--- Stored data Enclosed Below ---

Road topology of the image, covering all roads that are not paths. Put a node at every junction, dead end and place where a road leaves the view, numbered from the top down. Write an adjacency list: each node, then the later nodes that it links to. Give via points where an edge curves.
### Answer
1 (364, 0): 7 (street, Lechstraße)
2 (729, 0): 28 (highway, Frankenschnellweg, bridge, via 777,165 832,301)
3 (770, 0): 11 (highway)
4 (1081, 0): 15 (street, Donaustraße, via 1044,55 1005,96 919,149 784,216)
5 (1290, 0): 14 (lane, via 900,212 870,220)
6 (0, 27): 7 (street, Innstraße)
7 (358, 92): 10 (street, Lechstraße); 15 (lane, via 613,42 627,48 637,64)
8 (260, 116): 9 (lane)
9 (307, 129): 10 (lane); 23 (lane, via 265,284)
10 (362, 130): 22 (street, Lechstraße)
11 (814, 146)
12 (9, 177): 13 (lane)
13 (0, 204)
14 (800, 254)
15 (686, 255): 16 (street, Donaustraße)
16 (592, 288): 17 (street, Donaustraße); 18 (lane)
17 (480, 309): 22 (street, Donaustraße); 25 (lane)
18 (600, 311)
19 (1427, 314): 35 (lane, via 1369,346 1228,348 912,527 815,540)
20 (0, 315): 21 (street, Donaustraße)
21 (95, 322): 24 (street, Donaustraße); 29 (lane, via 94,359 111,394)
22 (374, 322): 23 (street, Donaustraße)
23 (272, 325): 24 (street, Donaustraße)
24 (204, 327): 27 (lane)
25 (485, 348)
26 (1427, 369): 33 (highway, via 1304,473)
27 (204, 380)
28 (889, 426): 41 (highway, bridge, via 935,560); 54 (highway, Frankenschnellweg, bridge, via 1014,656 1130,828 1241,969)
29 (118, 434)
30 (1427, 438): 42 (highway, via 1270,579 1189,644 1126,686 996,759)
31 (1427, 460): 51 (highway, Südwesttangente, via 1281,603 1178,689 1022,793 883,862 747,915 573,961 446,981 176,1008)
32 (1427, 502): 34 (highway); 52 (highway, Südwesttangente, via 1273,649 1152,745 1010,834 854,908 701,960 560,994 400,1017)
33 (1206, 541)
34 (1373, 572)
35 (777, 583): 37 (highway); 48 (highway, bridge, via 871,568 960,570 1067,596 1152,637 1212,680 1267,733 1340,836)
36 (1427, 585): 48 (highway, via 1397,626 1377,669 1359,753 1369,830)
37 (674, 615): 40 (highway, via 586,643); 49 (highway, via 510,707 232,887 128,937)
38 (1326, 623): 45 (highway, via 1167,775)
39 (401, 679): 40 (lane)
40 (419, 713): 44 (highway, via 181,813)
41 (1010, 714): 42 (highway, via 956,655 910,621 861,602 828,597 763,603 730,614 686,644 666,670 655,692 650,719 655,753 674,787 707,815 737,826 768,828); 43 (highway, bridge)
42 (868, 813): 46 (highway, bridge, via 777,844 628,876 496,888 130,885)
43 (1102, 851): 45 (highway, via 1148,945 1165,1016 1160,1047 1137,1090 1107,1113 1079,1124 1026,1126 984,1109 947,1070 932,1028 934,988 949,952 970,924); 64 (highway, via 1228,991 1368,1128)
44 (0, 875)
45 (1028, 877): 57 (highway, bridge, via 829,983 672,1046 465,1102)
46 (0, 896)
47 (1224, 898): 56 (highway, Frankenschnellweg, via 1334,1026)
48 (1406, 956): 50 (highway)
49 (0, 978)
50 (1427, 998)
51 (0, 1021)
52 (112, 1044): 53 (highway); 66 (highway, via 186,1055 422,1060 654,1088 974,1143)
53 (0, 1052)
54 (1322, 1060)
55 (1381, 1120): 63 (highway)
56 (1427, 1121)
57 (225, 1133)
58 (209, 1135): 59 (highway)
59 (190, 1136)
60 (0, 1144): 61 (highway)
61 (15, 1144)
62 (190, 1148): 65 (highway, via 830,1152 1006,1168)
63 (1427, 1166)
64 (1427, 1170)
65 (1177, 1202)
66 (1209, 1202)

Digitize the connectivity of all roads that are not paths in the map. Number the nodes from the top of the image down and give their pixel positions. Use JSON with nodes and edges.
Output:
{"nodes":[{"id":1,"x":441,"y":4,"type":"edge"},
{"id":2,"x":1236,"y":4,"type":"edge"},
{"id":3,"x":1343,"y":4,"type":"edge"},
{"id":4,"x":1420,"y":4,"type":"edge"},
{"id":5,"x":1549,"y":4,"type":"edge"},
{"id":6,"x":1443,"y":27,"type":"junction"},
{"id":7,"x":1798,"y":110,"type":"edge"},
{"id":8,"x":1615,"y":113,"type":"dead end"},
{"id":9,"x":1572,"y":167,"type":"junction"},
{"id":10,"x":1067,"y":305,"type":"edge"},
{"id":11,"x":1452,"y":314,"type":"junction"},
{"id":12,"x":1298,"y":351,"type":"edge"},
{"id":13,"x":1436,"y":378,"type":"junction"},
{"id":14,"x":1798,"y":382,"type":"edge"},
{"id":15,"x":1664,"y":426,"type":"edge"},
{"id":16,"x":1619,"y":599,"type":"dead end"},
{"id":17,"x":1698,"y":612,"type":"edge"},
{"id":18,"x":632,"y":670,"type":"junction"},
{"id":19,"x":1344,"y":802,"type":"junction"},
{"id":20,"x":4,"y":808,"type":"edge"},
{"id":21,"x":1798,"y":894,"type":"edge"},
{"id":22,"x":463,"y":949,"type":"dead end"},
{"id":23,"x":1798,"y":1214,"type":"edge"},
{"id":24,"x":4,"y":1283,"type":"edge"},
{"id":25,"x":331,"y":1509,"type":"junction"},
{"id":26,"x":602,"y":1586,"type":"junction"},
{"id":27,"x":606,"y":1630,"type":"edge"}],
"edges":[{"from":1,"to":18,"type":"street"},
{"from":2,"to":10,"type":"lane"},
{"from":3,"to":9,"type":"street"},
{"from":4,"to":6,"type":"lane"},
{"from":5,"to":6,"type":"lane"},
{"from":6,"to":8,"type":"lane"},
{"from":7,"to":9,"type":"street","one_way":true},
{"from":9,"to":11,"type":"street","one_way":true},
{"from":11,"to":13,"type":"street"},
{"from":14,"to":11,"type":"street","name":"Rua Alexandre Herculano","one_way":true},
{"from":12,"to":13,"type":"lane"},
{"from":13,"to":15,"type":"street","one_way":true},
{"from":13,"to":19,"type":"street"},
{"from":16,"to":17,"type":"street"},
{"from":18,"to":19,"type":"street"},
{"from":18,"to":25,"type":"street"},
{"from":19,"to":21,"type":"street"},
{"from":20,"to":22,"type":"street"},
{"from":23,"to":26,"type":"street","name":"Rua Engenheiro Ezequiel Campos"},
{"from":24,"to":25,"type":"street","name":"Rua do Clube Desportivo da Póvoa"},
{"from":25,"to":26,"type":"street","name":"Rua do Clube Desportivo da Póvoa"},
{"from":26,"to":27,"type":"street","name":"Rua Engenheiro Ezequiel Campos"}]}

--- End of Enclosed Stored data ---

__What the exercise asks__
What the exercise asks for is the listing above, retyped in full.

__Response to this task__
Road topology of the image, covering all roads that are not paths. Put a node at every junction, dead end and place where a road leaves the view, numbered from the top down. Write an adjacency list: each node, then the later nodes that it links to. Give via points where an edge curves.
### Answer
1 (364, 0): 7 (street, Lechstraße)
2 (729, 0): 28 (highway, Frankenschnellweg, bridge, via 777,165 832,301)
3 (770, 0): 11 (highway)
4 (1081, 0): 15 (street, Donaustraße, via 1044,55 1005,96 919,149 784,216)
5 (1290, 0): 14 (lane, via 900,212 870,220)
6 (0, 27): 7 (street, Innstraße)
7 (358, 92): 10 (street, Lechstraße); 15 (lane, via 613,42 627,48 637,64)
8 (260, 116): 9 (lane)
9 (307, 129): 10 (lane); 23 (lane, via 265,284)
10 (362, 130): 22 (street, Lechstraße)
11 (814, 146)
12 (9, 177): 13 (lane)
13 (0, 204)
14 (800, 254)
15 (686, 255): 16 (street, Donaustraße)
16 (592, 288): 17 (street, Donaustraße); 18 (lane)
17 (480, 309): 22 (street, Donaustraße); 25 (lane)
18 (600, 311)
19 (1427, 314): 35 (lane, via 1369,346 1228,348 912,527 815,540)
20 (0, 315): 21 (street, Donaustraße)
21 (95, 322): 24 (street, Donaustraße); 29 (lane, via 94,359 111,394)
22 (374, 322): 23 (street, Donaustraße)
23 (272, 325): 24 (street, Donaustraße)
24 (204, 327): 27 (lane)
25 (485, 348)
26 (1427, 369): 33 (highway, via 1304,473)
27 (204, 380)
28 (889, 426): 41 (highway, bridge, via 935,560); 54 (highway, Frankenschnellweg, bridge, via 1014,656 1130,828 1241,969)
29 (118, 434)
30 (1427, 438): 42 (highway, via 1270,579 1189,644 1126,686 996,759)
31 (1427, 460): 51 (highway, Südwesttangente, via 1281,603 1178,689 1022,793 883,862 747,915 573,961 446,981 176,1008)
32 (1427, 502): 34 (highway); 52 (highway, Südwesttangente, via 1273,649 1152,745 1010,834 854,908 701,960 560,994 400,1017)
33 (1206, 541)
34 (1373, 572)
35 (777, 583): 37 (highway); 48 (highway, bridge, via 871,568 960,570 1067,596 1152,637 1212,680 1267,733 1340,836)
36 (1427, 585): 48 (highway, via 1397,626 1377,669 1359,753 1369,830)
37 (674, 615): 40 (highway, via 586,643); 49 (highway, via 510,707 232,887 128,937)
38 (1326, 623): 45 (highway, via 1167,775)
39 (401, 679): 40 (lane)
40 (419, 713): 44 (highway, via 181,813)
41 (1010, 714): 42 (highway, via 956,655 910,621 861,602 828,597 763,603 730,614 686,644 666,670 655,692 650,719 655,753 674,787 707,815 737,826 768,828); 43 (highway, bridge)
42 (868, 813): 46 (highway, bridge, via 777,844 628,876 496,888 130,885)
43 (1102, 851): 45 (highway, via 1148,945 1165,1016 1160,1047 1137,1090 1107,1113 1079,1124 1026,1126 984,1109 947,1070 932,1028 934,988 949,952 970,924); 64 (highway, via 1228,991 1368,1128)
44 (0, 875)
45 (1028, 877): 57 (highway, bridge, via 829,983 672,1046 465,1102)
46 (0, 896)
47 (1224, 898): 56 (highway, Frankenschnellweg, via 1334,1026)
48 (1406, 956): 50 (highway)
49 (0, 978)
50 (1427, 998)
51 (0, 1021)
52 (112, 1044): 53 (highway); 66 (highway, via 186,1055 422,1060 654,1088 974,1143)
53 (0, 1052)
54 (1322, 1060)
55 (1381, 1120): 63 (highway)
56 (1427, 1121)
57 (225, 1133)
58 (209, 1135): 59 (highway)
59 (190, 1136)
60 (0, 1144): 61 (highway)
61 (15, 1144)
62 (190, 1148): 65 (highway, via 830,1152 1006,1168)
63 (1427, 1166)
64 (1427, 1170)
65 (1177, 1202)
66 (1209, 1202)

Digitize the connectivity of all roads that are not paths in the map. Number the nodes from the top of the image down and give their pixel positions. Use JSON with nodes and edges.
Output:
{"nodes":[{"id":1,"x":441,"y":4,"type":"edge"},
{"id":2,"x":1236,"y":4,"type":"edge"},
{"id":3,"x":1343,"y":4,"type":"edge"},
{"id":4,"x":1420,"y":4,"type":"edge"},
{"id":5,"x":1549,"y":4,"type":"edge"},
{"id":6,"x":1443,"y":27,"type":"junction"},
{"id":7,"x":1798,"y":110,"type":"edge"},
{"id":8,"x":1615,"y":113,"type":"dead end"},
{"id":9,"x":1572,"y":167,"type":"junction"},
{"id":10,"x":1067,"y":305,"type":"edge"},
{"id":11,"x":1452,"y":314,"type":"junction"},
{"id":12,"x":1298,"y":351,"type":"edge"},
{"id":13,"x":1436,"y":378,"type":"junction"},
{"id":14,"x":1798,"y":382,"type":"edge"},
{"id":15,"x":1664,"y":426,"type":"edge"},
{"id":16,"x":1619,"y":599,"type":"dead end"},
{"id":17,"x":1698,"y":612,"type":"edge"},
{"id":18,"x":632,"y":670,"type":"junction"},
{"id":19,"x":1344,"y":802,"type":"junction"},
{"id":20,"x":4,"y":808,"type":"edge"},
{"id":21,"x":1798,"y":894,"type":"edge"},
{"id":22,"x":463,"y":949,"type":"dead end"},
{"id":23,"x":1798,"y":1214,"type":"edge"},
{"id":24,"x":4,"y":1283,"type":"edge"},
{"id":25,"x":331,"y":1509,"type":"junction"},
{"id":26,"x":602,"y":1586,"type":"junction"},
{"id":27,"x":606,"y":1630,"type":"edge"}],
"edges":[{"from":1,"to":18,"type":"street"},
{"from":2,"to":10,"type":"lane"},
{"from":3,"to":9,"type":"street"},
{"from":4,"to":6,"type":"lane"},
{"from":5,"to":6,"type":"lane"},
{"from":6,"to":8,"type":"lane"},
{"from":7,"to":9,"type":"street","one_way":true},
{"from":9,"to":11,"type":"street","one_way":true},
{"from":11,"to":13,"type":"street"},
{"from":14,"to":11,"type":"street","name":"Rua Alexandre Herculano","one_way":true},
{"from":12,"to":13,"type":"lane"},
{"from":13,"to":15,"type":"street","one_way":true},
{"from":13,"to":19,"type":"street"},
{"from":16,"to":17,"type":"street"},
{"from":18,"to":19,"type":"street"},
{"from":18,"to":25,"type":"street"},
{"from":19,"to":21,"type":"street"},
{"from":20,"to":22,"type":"street"},
{"from":23,"to":26,"type":"street","name":"Rua Engenheiro Ezequiel Campos"},
{"from":24,"to":25,"type":"street","name":"Rua do Clube Desportivo da Póvoa"},
{"from":25,"to":26,"type":"street","name":"Rua do Clube Desportivo da Póvoa"},
{"from":26,"to":27,"type":"street","name":"Rua Engenheiro Ezequiel Campos"}]}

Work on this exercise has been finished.